Now that we know how to setup a rails application using Dokku on a DigitalOcean droplet, it might be a good time to think about automating our database backups. If you haven’t read the first part, you should do it before reading any further.
Sure, you can enable weekly backups of your whole droplet on DigitalOcean (the cost is minimal), but for a database it is wiser to backup at least once a day. Let’s configure the whole thing. We are freelancers (or small development teams) and we are used to get our hands dirty and do stuff by ourselves. It’s not a question of not having enough money to pay someone else, it’s because we are smart and resourceful! See, it already feels better when we see it in this light!

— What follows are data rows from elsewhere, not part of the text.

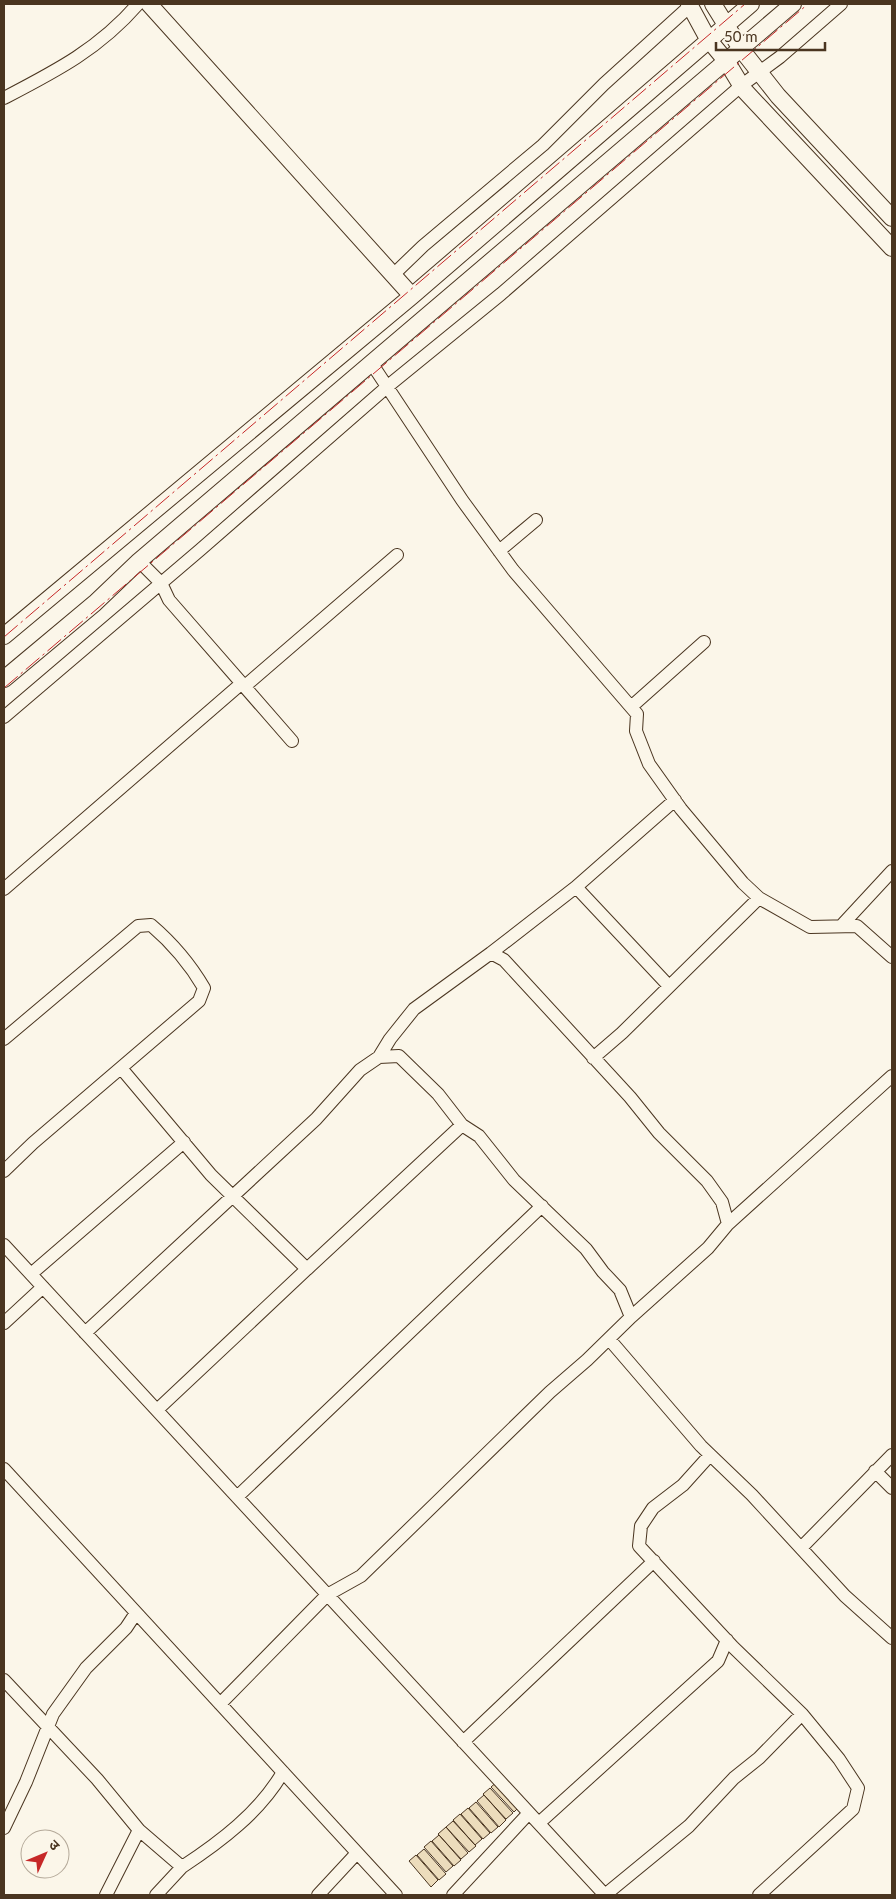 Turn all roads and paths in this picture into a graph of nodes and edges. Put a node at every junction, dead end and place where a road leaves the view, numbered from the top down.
1 (138, 4) edge
2 (149, 4) edge
3 (690, 4) edge
4 (713, 4) edge
5 (751, 4) edge
6 (794, 4) edge
7 (841, 4) edge
8 (727, 24) junction
9 (708, 39) junction
10 (741, 49) junction
11 (727, 62) junction
12 (759, 72) junction
13 (742, 86) junction
14 (4, 98) edge
15 (892, 218) edge
16 (892, 248) edge
17 (393, 275) junction
18 (412, 296) junction
19 (355, 344) junction
20 (372, 364) junction
21 (388, 386) junction
22 (536, 520) dead end
23 (499, 551) junction
24 (397, 555) dead end
25 (140, 561) junction
26 (161, 582) junction
27 (4, 636) edge
28 (704, 642) dead end
29 (4, 679) edge
30 (244, 685) junction
31 (630, 707) junction
32 (4, 717) edge
33 (292, 740) dead end
34 (675, 800) junction
35 (892, 871) edge
36 (576, 887) junction
37 (4, 889) edge
38 (759, 898) junction
39 (842, 926) junction
40 (491, 953) junction
41 (892, 957) edge
42 (668, 985) junction
43 (4, 1039) edge
44 (379, 1057) junction
45 (592, 1058) junction
46 (121, 1068) junction
47 (892, 1076) edge
48 (462, 1125) junction
49 (184, 1142) junction
50 (4, 1171) edge
51 (232, 1194) junction
52 (542, 1206) junction
53 (728, 1224) junction
54 (4, 1245) edge
55 (307, 1268) junction
56 (31, 1274) junction
57 (43, 1287) junction
58 (630, 1317) junction
59 (4, 1323) edge
60 (85, 1333) junction
61 (609, 1339) junction
62 (157, 1410) junction
63 (710, 1455) junction
64 (892, 1455) edge
65 (4, 1469) edge
66 (876, 1471) junction
67 (892, 1488) edge
68 (237, 1497) junction
69 (801, 1548) junction
70 (654, 1561) junction
71 (327, 1595) junction
72 (136, 1613) junction
73 (892, 1638) edge
74 (727, 1640) junction
75 (4, 1680) edge
76 (220, 1704) junction
77 (802, 1714) junction
78 (47, 1727) junction
79 (463, 1742) junction
80 (283, 1772) junction
81 (530, 1813) junction
82 (539, 1823) junction
83 (4, 1828) edge
84 (139, 1830) junction
85 (357, 1853) junction
86 (182, 1867) junction
87 (106, 1895) edge
88 (156, 1895) edge
89 (318, 1895) edge
90 (396, 1895) edge
91 (453, 1895) edge
92 (758, 1895) edge

1 - 14 street
2 - 17 street
3 - 9 street
3 - 17 street
4 - 8 street
5 - 8 street
6 - 10 street
7 - 12 street
8 - 9 street
8 - 10 street
9 - 11 street
9 - 18 street
10 - 11 street
10 - 12 street
11 - 13 street
11 - 20 street
12 - 13 street
12 - 15 street
13 - 16 street
13 - 21 street
17 - 18 street
18 - 19 street
19 - 20 street
19 - 27 street
20 - 21 street
20 - 25 street
21 - 23 street
21 - 26 street
22 - 23 street
23 - 31 street
24 - 30 street
25 - 26 street
25 - 29 street
26 - 30 street
26 - 32 street
28 - 31 street
30 - 33 street
30 - 37 street
31 - 34 street
34 - 36 street
34 - 38 street
35 - 39 street
36 - 40 street
36 - 42 street
38 - 39 street
38 - 42 street
39 - 41 street
40 - 44 street
40 - 45 street
42 - 45 street
43 - 46 street
44 - 48 street
44 - 51 street
45 - 53 street
46 - 49 street
46 - 50 street
47 - 53 street
48 - 52 street
48 - 55 street
49 - 51 street
49 - 56 street
51 - 55 street
51 - 60 street
52 - 58 street
52 - 68 street
53 - 58 street
54 - 56 street
55 - 62 street
56 - 57 street
57 - 59 street
57 - 60 street
58 - 61 street
60 - 62 street
61 - 63 street
61 - 71 street
62 - 68 street
63 - 69 street
63 - 70 street
64 - 66 street
65 - 72 street
66 - 67 street
66 - 69 street
68 - 71 street
69 - 73 street
70 - 74 street
70 - 79 street
71 - 76 street
71 - 79 street
72 - 76 street
72 - 78 street
74 - 77 street
74 - 82 street
75 - 78 street
76 - 80 street
77 - 82 street
77 - 92 street
78 - 83 street
78 - 84 street
79 - 81 street
80 - 85 street
80 - 86 street
81 - 82 street
81 - 91 street
84 - 86 street
84 - 87 street
85 - 89 street
85 - 90 street
86 - 88 street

We will use SpiderOak to store our backups. Their zero-knowledge architecture will make sure our data remains private.
UPDATE: Whilst SpiderOak is not free, they offer a 60-days free trial for 2GB storage (no credit card required). After that, the cost is $7 per month for 30 GB storage. Thanks to NoName in the comments for asking me to clarify this point.
Create an account on SpiderOak
We will first install the client on our local workstation and create our account.
On the SpiderOak page, click on downloads
Then, choose the correct client for your distribution:
Run the installer. You should be presented with the following screen:
Next step is to register your local computer with SpiderOak.
Finally, you will be presented a screen to select what you want to sync from your local computer to the cloud. You can leave the default options for now:
We won’t use the SpiderOak “Hive” folder
SpiderOak creates the SpiderOak Hive folder in the installation process. All files added to the Hive folder of a device are automatically synced to the Hive folder in every other devices. It is a convenient way to have things running quickly without configuring shared folders manually. One problem of using the Hive for our backups is that it will sync everything. You put something personal in your Hive on your local computer and oops, it will be sent to your droplet! That sounds not very good to me. For this reason, we should disable the Hive Folder syncing.
Still on your local workstation, go to your SpiderOak preferences:
And disable the hive:
Note that if you don’t mind syncing your personal Hive on your DigitalOcean droplet, you can leave the option enabled.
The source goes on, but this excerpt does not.